You do become a bit of a counsellor. Do you find that your networks with other service providers really tops up or adds to that client service? For example, are you ever called on for recommendations like “Do you know a good insurance broker or a real estate person or a HR advisor, etc.”

LITSA: Yes, I have. We’ve got a network of lawyers that we trust, and whom we obviously refer work to, we’ve got property people so, for example, if anyone needed any help in terms of commercial rentals to bounce ideas off. We’re well connected with bankers, I’ve got brokers. We’ve got our own financial planning division if I needed to draw on them for a client. In fact I won a new client recently who said they were impressed that we offered a “whole of service”.

SUE-ELLA: It’s those connections within the firm that’s also the connections that professionals build their trusted networks.
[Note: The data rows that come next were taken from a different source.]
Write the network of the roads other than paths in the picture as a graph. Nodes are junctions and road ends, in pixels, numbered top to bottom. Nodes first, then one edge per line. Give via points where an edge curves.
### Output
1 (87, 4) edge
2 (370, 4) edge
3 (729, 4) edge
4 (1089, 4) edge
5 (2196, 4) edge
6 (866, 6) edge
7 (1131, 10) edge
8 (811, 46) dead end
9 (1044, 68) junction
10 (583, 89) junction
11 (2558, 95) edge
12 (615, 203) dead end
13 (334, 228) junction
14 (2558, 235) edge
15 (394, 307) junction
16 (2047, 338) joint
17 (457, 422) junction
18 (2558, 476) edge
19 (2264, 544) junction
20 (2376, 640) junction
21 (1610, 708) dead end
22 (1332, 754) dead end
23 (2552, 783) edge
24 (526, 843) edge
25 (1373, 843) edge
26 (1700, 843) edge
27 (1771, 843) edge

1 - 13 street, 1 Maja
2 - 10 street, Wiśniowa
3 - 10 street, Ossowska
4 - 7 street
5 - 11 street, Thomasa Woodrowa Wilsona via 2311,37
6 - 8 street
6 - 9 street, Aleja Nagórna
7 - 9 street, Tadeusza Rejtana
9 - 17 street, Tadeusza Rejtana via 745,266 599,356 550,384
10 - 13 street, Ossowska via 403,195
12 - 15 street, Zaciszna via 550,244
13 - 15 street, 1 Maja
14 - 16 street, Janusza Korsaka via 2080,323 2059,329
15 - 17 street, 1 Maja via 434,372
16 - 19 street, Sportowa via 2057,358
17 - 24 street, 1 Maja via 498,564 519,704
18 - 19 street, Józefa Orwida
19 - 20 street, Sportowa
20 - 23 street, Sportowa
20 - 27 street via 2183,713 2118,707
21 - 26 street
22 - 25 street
I often find with partners that what makes a practice is probably only about three connections outside – it might not be the same three all the time but often – a client, another adviser, it might be someone from school or Uni that has gone into commerce, but it’s about three rather than 300 people.

LITSA: For example, I saw a client yesterday who is building a house with one of my clients. I said: “When you start let me know I’ll speak with someone at this particular client’s firm so you can get the best possible supervisor, because the last thing you want to do, as a doctor who works 60 hours per week, is run around after building supervisors.” When the client sees you doing that on their behalf that to me is building a greater connection. You’re always going to be the first port of call.

SUE-ELLA: And this goes back to being the trusted adviser. It’s actually thinking about my wider network for the client’s benefit. Some firms push ‘cross selling’, which one of my clients refers to as ‘crass selling’. I’d prefer to re-frame it as cross-serving for the client’s benefit,  For example I might have a client that needs an additional service so I’ll refer them to someone I I trust to do the job well, whether or not that person is within the firm. It’s finding the best fit for the client and the issue. 

LITSA : I look at the people I’m referring to, and they need to be a match.

SUE-ELLA : The first obligation is in the client’s best interests. And it goes back to the chat we had about shared values, it’s when people start pushing cross selling as a process – rather than a service - that it undermines all of those values and the good networks that people have.

LITSA: Some clients want independence with certain services and I will look outside the firm for that, and I’ll connect them with a contact I know externally, with someone who shares my values.

SUE-ELLA: Sounds to me like we probably share the same view on this, in that client service isn’t just about the service you’re delivering in this one transaction or one moment, but how reliable you are and how much you think of your clients as an ongoing relationship, and being an important person in their life.

LITSA: I want my clients to be able to ring me regardless - it’s better that they do something after they’ve rung me and talked it through, rather than do something that we then have to undo. That’s another problem.

SUE-ELLA : And the sweet spot for a lot of professional services firms is the type of client that we have a high quality-low effort relationship with.That is the type of client that’s been ticking along, you might not of heard from them in a while, but you know that the moment they need to, they will call you on the phone and you’ll pick up exactly where you left off. It’s like a good friend – we all have our own lives and they call you and you take it up from where you left it last time. That’s a bit of nirvana with client relationships where I think they are quite efficient in terms of managing but reliable and deeply trustworthy.